On the properties of spam-advertised URL addresses

https://doi.org/10.1016/j.jnca.2007.01.003Get rights and content

Abstract

The main purpose of most spam e-mail messages distributed on Internet today is to entice recipients into visiting World Wide Web pages that are advertised through spam. In essence, e-mail spamming is a campaign that advertises URL addresses at a massive scale and at minimum cost for the advertisers and those advertised. Nevertheless, the characteristics of URL addresses and of web sites advertised through spam have not been studied extensively. In this paper, we investigate the properties of URL-dissemination through spam e-mail, and the characteristics of URL addresses disseminated through spam. We conclude that spammers advertise URL addresses non-repetitively and that spam-advertised URLs are short-lived, elusive, and therefore hard to detect and filter. We also observe that reputable URL addresses are sometimes used as decoys against e-mail users and spam filters. These observations can be valuable for the configuration of spam filters and in order to drive the development of new techniques to fight spam.

Introduction

Spam e-mail refers to unsolicited e-mail messages that are sent with automated methods to millions of recipients (The Spamhaus Project, 2006). Spam messages are annoying, offensive, fraudulent and incur significant cost to their recipients, in terms of wasted processing time, bandwidth, storage space and loss of productivity (Goodman et al., 2005). Typically, e-mail spammers seek financial profit through the promotion of products and services. Sending large amounts of e-mail is neither difficult nor expensive. However, spammers need to do more than that: as e-mail users try to protect themselves from spam by installing filters that seek to identify spam e-mails either by their source or by their content, spammers need to invent new ways to hide their identity and avoid filter detection.

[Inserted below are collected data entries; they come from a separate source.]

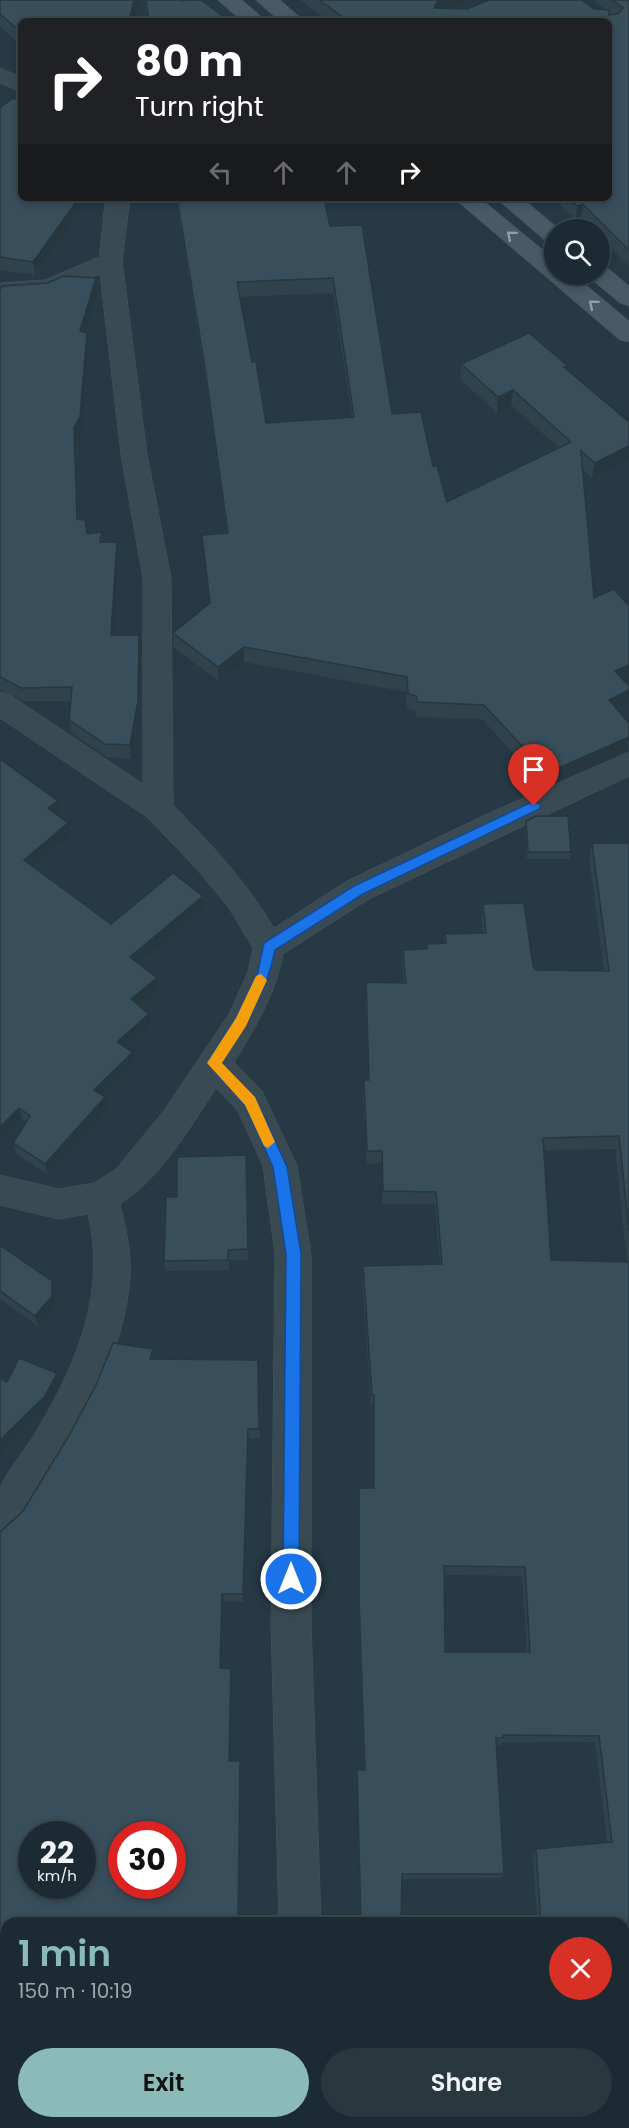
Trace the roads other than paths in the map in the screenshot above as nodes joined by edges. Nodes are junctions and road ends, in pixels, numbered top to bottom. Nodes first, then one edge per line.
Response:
1 (230, 0) edge
2 (267, 0) edge
3 (251, 18) edge
4 (289, 18) edge
5 (0, 75) edge
6 (18, 84) edge
7 (118, 201) edge
8 (470, 201) edge
9 (512, 201) edge
10 (544, 228) edge
11 (110, 261) junction
12 (544, 263) edge
13 (610, 282) edge
14 (570, 285) edge
15 (0, 291) edge
16 (629, 298) edge
17 (629, 334) edge
18 (0, 703) edge
19 (629, 763) edge
20 (158, 809) junction
21 (269, 947) junction
22 (213, 1063) junction
23 (0, 1190) edge
24 (101, 1197) junction
25 (0, 1521) edge
26 (300, 1917) edge

1 - 3 street
2 - 4 street
5 - 6 street
7 - 11 street
12 -> 8 street
9 - 10 street
11 - 15 street
11 - 20 street
13 - 16 street
17 -> 14 street
18 - 20 street
19 - 21 street
20 - 21 street
21 - 22 street
22 - 24 street
22 - 26 street
23 - 24 street
24 - 25 street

Currently, the majority of spam messages are encoded in the hypertext markup language (HTML). The use of HTML can improve the presentation of e-mail content on HTML-aware e-mail clients, making it more appealing to its recipients thanks to the use of different fonts, colors, pictures, etc. HTML encoding helps also in the evasion from spam filters in a number of exploits described as HTML-based obfuscation: using HTML, spammers can render their e-mail content undetectable by inserting in it invisible text with zero font size, by splitting up the e-mail content inside HTML tables, and so on. Hence, spammers manage to alter the lexical patterns that are detectable by text-based spam filters while maintaining the information they wish to present to e-mail recipients intact. Last, but not least, spammers adopt HTML encoding to entice e-mail recipients into visiting web sites that are advertised through spam. To this end, HTML-encoded spam e-mails carry URL addresses hidden behind “call-to-action” text or image anchors. E-mail recipients are lured into clicking upon these URLs when reading their e-mail on web-enabled e-mail clients, in order to reach spam-advertised web-sites and services.

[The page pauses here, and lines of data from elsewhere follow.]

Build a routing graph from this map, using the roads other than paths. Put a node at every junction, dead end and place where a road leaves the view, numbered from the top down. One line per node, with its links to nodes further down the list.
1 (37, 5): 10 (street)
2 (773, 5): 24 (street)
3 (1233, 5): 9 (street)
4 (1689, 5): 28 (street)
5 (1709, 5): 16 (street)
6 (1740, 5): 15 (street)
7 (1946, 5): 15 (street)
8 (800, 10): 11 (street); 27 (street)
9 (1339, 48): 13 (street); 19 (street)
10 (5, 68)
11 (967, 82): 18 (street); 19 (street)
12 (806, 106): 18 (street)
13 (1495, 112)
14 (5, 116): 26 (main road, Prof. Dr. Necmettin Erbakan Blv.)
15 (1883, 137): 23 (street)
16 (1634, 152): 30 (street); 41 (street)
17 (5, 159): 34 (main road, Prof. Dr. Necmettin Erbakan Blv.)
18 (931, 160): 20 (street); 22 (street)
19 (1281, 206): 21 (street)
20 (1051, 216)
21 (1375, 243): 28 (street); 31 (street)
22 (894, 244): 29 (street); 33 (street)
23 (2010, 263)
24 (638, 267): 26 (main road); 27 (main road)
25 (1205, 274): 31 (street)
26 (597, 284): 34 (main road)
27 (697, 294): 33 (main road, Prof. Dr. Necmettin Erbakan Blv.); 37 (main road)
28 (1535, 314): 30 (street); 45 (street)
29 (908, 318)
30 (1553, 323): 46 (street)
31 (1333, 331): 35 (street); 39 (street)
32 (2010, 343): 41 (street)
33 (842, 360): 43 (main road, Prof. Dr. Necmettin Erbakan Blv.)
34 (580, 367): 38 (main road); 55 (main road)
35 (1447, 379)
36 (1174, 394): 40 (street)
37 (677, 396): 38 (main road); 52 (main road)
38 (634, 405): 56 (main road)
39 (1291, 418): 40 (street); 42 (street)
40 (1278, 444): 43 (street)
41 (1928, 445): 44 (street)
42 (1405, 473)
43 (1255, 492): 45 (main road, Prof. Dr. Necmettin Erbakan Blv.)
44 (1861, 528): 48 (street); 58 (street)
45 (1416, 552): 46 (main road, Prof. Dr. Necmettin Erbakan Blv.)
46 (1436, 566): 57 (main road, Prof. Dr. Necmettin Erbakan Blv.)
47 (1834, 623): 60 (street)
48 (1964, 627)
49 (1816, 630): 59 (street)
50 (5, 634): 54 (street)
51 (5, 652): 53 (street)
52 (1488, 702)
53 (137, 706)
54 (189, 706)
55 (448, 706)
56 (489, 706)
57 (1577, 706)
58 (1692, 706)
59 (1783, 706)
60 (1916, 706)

Arguably, e-mail spam serves nowadays as the cheapest and easiest mechanism for disseminating spam-advertised URLs and their respective web sites to millions of Internet users. Consequently, the advertisement of these web sites can be considered as the root cause behind the problem of e-mail spam. Nevertheless, little attention has been given to the properties and the characteristics of URLs contained inside spam messages, although such an investigation could lead to a better understanding of the spam problem. For example, it would be interesting to estimate the lifetime of spam-advertised sites and the recurrence of URL advertisements; also, to identify any distinct characteristics of URLs circulated through spam e-mails: are they short and mnemonic or long and cryptic? Do they refer to static or dynamic content? Do they point directly to the advertised content or hide behind redirection? Furthermore, it would be interesting to investigate the statistics that spam messages have vis-à-vis the URLs contained therein: for instance, the average number of URLs found inside spam messages, the co-existence of trustworthy or random URLs inside the spam messages, and so on.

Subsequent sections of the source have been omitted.